Thread regulating the scanning timing. Is used to pass from one step to another after it is finished.

run()

runs until self.aotask is finished, and then emits the waitdoneSignal

stop()

stops the thread, called in case of manual interruption.

class control.Scan_self_GUI.xy_Scan(main, sample_rate)

Scanning in xy

Parameters:
  • main (ScanWidget) – main scan GUI
  • sample_rate (float) – sample rate in samples per second
update(par_values)

creates the signals inside the dictionnary self.sig_dict

:param dict par_values:contains the name and value of the scanning parameters

class control.Scan_self_GUI.xz_Scan(main, sample_rate)

Scanning in xz

update(par_values)

creates the signals inside self.sig_dict

:param dict par_values:contains the name and value of the scanning parameters

#3 – the SLM

class control.slmWidget.ArrowsControl(*args, **kwargs)

This widget creates four buttons able to move a circular phase mask with a tunable number of pixels.
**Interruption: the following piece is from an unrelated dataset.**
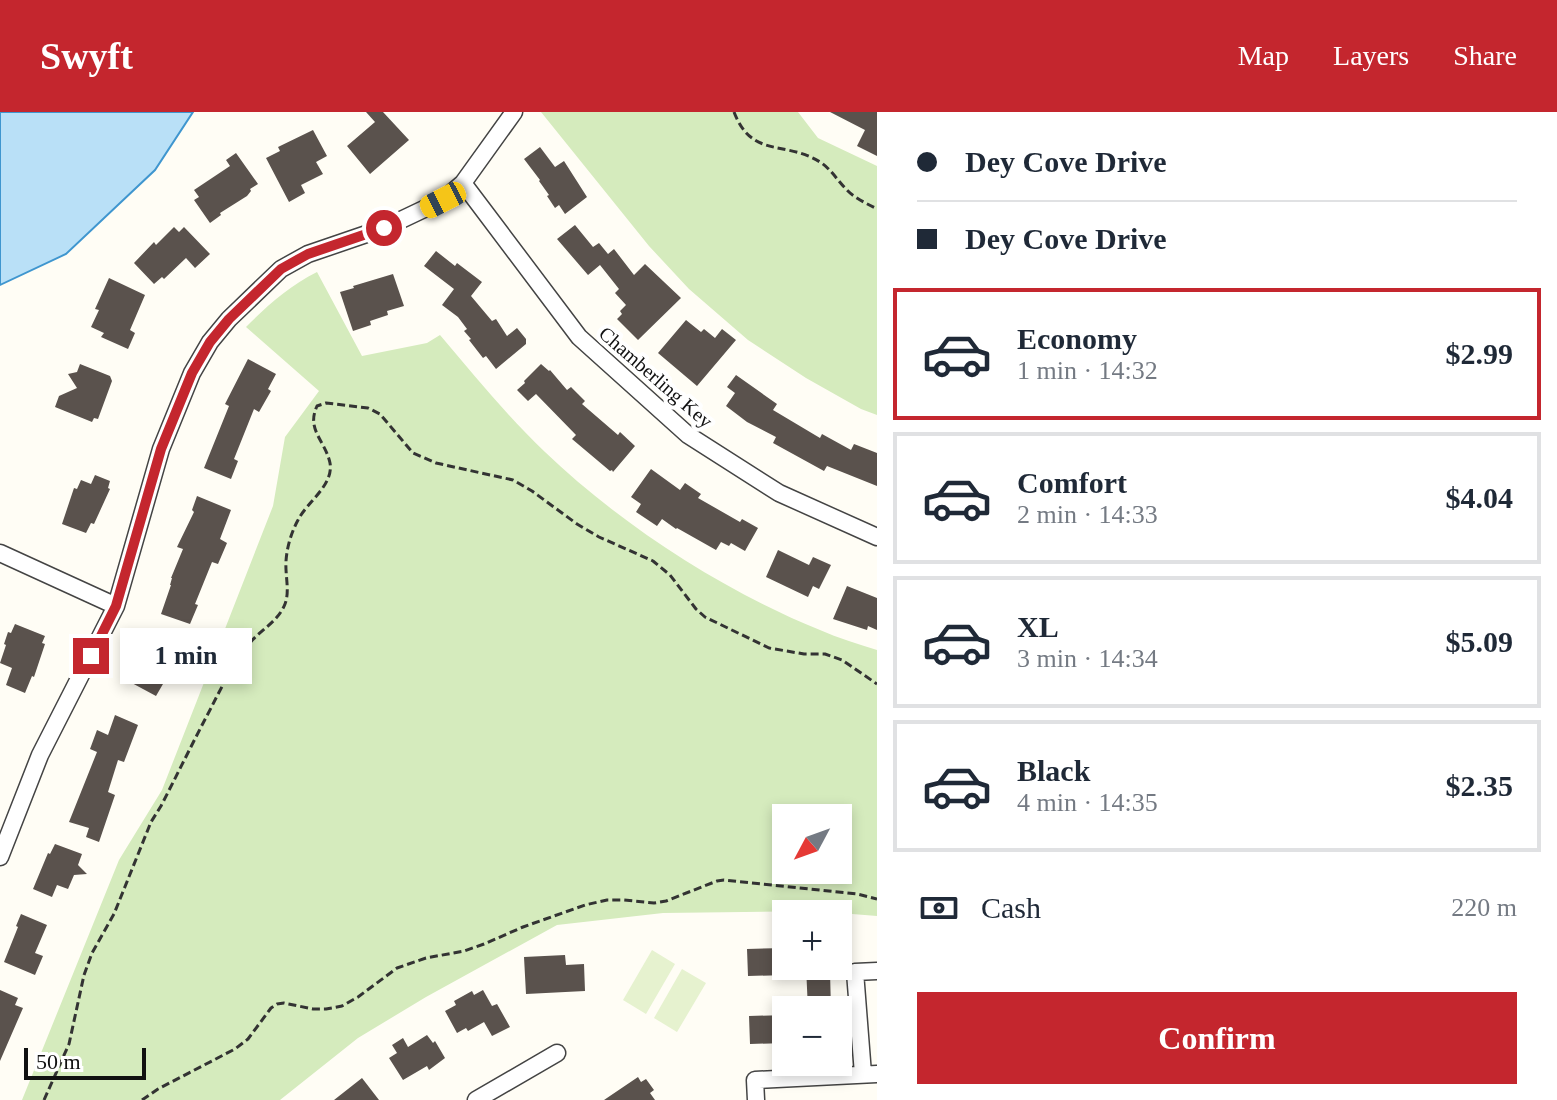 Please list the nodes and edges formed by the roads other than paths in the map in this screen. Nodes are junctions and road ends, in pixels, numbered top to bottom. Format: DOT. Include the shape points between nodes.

Useful to align the phase mask with the incident beam without touching any optics.

class control.slmWidget.SLMParamTree(*args, **kwargs)
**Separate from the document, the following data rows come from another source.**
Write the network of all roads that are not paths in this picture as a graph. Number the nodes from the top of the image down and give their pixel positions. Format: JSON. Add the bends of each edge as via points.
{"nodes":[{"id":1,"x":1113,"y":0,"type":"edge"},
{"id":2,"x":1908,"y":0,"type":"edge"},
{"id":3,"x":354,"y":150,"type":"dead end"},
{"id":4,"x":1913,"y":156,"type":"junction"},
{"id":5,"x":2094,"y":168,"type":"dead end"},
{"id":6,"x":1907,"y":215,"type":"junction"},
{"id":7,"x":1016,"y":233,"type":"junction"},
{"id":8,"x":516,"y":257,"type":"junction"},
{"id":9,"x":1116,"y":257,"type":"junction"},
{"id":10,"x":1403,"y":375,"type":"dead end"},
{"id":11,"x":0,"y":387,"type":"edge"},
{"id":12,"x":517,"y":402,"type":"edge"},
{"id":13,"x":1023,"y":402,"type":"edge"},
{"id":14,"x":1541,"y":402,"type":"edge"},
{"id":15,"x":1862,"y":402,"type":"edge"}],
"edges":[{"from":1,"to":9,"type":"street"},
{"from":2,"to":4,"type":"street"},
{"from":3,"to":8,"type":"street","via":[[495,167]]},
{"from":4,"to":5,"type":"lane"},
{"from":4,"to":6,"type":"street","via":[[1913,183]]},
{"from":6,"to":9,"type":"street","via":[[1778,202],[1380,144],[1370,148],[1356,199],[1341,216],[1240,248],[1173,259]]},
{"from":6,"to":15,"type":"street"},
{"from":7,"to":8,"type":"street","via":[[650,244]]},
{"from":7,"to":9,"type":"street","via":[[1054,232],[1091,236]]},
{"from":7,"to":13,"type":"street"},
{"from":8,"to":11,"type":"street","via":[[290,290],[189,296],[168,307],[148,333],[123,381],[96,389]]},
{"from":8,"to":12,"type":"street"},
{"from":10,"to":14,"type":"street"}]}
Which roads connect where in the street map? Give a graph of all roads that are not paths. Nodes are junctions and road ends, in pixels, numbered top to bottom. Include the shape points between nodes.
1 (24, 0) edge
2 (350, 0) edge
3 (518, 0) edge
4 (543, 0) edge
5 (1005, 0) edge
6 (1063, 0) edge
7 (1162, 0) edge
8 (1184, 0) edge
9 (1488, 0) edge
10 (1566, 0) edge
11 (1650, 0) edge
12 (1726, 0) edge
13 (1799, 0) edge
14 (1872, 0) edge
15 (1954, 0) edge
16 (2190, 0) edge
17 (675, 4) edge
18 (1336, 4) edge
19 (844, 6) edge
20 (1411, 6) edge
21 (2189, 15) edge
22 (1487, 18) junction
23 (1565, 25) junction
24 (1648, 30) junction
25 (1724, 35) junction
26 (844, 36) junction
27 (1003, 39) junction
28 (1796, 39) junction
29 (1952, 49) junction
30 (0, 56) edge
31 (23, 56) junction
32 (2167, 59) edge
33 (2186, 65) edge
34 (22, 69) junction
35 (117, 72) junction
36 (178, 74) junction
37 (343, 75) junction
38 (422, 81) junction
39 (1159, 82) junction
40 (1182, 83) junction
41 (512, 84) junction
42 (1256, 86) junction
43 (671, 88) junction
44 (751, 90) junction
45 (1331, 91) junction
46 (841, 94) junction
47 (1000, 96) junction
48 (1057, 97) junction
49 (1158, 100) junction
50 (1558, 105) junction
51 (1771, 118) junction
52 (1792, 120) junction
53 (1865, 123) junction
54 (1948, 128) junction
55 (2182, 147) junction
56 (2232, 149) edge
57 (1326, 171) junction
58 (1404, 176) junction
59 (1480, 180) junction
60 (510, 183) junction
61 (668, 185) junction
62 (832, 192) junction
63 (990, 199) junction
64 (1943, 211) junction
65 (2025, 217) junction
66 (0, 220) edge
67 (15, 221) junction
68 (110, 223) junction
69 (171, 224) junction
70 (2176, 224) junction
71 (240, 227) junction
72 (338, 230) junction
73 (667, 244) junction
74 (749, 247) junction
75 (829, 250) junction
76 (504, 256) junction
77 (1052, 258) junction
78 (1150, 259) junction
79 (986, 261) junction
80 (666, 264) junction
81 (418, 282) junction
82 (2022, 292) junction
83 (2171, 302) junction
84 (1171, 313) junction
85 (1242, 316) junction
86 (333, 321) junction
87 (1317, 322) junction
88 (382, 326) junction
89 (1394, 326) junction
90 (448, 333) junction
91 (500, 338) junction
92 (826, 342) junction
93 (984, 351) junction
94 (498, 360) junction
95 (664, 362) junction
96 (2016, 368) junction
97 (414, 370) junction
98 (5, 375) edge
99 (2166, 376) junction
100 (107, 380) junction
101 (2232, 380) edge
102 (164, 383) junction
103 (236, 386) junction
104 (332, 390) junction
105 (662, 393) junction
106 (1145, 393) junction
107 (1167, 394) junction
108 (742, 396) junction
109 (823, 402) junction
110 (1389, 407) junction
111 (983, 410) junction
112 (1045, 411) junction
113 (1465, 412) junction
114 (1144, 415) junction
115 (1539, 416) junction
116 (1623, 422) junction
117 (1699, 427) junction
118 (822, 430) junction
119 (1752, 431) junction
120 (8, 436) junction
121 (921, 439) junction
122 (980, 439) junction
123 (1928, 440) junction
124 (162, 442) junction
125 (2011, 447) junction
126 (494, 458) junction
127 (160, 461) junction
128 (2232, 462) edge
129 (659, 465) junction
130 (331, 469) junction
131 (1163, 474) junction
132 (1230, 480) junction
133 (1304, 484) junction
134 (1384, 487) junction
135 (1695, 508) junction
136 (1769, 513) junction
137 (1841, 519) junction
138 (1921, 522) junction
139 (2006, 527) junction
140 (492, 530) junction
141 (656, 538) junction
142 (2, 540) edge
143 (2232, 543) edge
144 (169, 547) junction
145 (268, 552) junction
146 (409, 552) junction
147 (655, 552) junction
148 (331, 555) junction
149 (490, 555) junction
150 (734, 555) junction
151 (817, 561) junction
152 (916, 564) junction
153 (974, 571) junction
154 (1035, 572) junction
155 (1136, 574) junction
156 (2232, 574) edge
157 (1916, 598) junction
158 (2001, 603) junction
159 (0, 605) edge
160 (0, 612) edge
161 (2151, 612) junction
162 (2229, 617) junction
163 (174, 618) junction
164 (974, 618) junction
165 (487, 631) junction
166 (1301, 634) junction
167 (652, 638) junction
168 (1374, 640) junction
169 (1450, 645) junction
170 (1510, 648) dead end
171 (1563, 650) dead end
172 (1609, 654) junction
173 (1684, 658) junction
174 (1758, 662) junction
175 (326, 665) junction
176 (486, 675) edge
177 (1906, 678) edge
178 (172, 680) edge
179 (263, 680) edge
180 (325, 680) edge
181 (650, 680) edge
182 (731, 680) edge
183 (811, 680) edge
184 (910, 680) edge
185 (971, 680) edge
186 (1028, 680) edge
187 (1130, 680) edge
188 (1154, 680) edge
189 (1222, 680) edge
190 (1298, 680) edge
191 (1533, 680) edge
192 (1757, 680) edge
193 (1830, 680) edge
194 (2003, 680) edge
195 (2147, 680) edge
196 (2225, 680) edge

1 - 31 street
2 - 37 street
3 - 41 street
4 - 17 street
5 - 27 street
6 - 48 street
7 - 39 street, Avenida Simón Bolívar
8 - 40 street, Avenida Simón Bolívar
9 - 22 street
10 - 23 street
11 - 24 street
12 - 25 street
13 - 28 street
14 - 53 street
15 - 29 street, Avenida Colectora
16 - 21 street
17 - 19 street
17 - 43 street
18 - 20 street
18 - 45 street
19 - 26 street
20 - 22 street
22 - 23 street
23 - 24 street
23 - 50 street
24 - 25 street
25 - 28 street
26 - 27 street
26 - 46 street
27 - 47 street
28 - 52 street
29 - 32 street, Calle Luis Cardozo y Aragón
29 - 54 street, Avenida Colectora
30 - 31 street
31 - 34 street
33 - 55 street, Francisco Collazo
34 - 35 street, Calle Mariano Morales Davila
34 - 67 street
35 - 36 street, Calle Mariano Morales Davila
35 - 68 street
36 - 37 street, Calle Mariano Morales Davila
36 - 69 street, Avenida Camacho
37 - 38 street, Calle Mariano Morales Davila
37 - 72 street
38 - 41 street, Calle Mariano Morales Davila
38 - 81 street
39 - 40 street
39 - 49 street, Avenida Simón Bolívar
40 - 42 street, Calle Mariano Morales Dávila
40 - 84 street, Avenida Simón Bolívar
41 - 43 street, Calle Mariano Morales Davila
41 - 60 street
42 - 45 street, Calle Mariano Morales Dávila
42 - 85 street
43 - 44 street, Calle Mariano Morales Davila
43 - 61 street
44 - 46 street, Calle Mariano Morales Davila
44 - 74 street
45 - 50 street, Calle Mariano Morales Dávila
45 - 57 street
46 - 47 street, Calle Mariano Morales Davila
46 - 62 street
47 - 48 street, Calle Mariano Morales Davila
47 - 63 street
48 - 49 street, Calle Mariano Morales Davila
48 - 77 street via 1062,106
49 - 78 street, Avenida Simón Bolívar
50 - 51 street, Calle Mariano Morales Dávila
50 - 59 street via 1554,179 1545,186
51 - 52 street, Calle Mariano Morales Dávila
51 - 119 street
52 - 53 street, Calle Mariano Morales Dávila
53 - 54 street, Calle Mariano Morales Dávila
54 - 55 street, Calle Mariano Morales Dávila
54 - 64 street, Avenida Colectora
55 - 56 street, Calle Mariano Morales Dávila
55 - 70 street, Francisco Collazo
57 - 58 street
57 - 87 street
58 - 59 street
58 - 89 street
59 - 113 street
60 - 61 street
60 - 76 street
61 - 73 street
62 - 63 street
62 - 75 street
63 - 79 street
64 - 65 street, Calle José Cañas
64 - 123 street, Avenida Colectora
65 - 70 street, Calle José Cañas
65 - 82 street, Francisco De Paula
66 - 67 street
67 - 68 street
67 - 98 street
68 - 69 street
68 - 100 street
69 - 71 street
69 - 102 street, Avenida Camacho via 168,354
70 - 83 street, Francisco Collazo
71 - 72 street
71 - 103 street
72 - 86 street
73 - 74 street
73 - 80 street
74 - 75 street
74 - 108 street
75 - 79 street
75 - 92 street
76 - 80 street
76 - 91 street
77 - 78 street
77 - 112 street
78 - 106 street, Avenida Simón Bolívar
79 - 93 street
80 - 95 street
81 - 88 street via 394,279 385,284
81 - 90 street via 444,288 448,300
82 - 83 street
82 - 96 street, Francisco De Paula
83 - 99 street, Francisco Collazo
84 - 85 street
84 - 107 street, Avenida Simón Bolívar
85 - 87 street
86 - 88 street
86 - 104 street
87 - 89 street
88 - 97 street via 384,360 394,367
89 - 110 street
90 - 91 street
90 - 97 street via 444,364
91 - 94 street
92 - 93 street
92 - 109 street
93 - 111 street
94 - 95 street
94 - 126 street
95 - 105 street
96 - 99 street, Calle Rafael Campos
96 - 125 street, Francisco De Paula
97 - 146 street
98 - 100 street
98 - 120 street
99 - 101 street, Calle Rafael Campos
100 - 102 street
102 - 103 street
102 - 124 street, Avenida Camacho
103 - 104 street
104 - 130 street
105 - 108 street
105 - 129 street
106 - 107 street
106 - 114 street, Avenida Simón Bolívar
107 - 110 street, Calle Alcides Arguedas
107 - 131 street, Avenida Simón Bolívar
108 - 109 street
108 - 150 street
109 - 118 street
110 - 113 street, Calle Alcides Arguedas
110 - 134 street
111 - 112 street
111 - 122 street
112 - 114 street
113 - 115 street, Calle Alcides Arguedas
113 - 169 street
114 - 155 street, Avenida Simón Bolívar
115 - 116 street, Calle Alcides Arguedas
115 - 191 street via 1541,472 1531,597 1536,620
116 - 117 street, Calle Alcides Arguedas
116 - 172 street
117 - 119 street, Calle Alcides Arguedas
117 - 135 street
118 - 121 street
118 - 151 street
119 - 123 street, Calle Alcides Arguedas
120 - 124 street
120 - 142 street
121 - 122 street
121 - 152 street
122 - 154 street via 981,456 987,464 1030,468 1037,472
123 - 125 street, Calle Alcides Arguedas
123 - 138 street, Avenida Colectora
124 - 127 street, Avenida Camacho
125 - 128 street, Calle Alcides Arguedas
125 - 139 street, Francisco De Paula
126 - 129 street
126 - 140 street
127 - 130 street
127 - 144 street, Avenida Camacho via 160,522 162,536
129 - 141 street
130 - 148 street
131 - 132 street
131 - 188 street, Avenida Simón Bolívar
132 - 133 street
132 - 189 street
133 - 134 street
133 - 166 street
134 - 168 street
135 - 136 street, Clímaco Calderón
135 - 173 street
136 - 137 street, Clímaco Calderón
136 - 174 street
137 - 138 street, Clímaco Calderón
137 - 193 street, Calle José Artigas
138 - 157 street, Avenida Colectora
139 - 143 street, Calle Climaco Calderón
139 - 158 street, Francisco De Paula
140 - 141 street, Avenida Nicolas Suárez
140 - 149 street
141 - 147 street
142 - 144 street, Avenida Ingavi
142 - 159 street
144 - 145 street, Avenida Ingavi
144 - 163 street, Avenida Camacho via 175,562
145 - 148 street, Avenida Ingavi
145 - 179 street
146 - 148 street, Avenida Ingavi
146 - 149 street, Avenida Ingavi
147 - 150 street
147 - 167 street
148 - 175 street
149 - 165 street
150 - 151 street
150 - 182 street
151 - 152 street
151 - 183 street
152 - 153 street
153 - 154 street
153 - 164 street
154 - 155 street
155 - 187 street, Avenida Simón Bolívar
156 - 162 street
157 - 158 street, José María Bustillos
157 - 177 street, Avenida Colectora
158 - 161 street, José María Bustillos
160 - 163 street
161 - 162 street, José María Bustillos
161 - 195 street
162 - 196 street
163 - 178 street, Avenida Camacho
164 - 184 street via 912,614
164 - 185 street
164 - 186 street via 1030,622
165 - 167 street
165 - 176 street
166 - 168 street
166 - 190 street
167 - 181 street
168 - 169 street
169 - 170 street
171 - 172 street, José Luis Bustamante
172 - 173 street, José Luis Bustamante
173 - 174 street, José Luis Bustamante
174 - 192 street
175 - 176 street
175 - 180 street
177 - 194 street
Parameter Tree containing the different parameters for the SLM’s phase masks. These parameters are: Radius (int): of circular phase masks, in pixels sigma (float): std of the incident gaussian beam, to determine the inner radius of a top-hat phase mask, in pixels. angle (flaot): in an off-axis configuration. lambda depletion (nm): the wavelength incident on the SLM.

class control.slmWidget.slmWidget(slm, *args, **kwargs)

Class creating a GUI to control the phase pattern displayed by the SLM. In this version, it is optimized to display and address 2 masks independently. The whole image is separated in two: one left part and right part. One part is selected at a time and can be controlled with the arrows from ArrowsControl. :param SLMdisplay slm: instance of a second monitor generatd via slmpy. Communication with the SLM is initiated when Tempesta is started along with all other instruments

apply()

Applies a configuration to the SLM and changes the mask displayed

downClicked()

Moves the current Mask down

leftClicked()

Moves the current Mask left

loadParam()

loads the parameters from a previous configuration

moveMask(x, y)

Sends instruction to both the SLM and the display to move the corresponding mask when one arrow is pressed.

Parameters:
  • x (int) – new x position of the center of the Mask
  • y (int) – new y position of the center of the Mask
rightClicked()

Moves the current Mask right

save()

saves the current SLM configuration, in particular the position of the Masks. The informations are stored in a file ‘informations.bbn’ (arbitrary extension) with the module pickle.

setBlack()

Sets the current mask to a black (null phase) Mask. Useful to check the masks one by one

upClicked()

Moves the current Mask up

update()

When any parameter changes, sends the new image to the SLM and the display

#4 – the oscilloscope

We created this oscilloscope to monitor the signal from a PMT without touching to any cable. It doesn’t work if other analog output/input channels are open at the same time so we don’t use it anymore.

class oscilloscope.Oscilloscope

Class defining an oscilloscope to monitor a signal from a nidaq card

changeChannel(channel)

Switches the recording channel.

getData()

To record and display the signal. This script is called at regular time intervals.

start()

starts/stops the data acquisition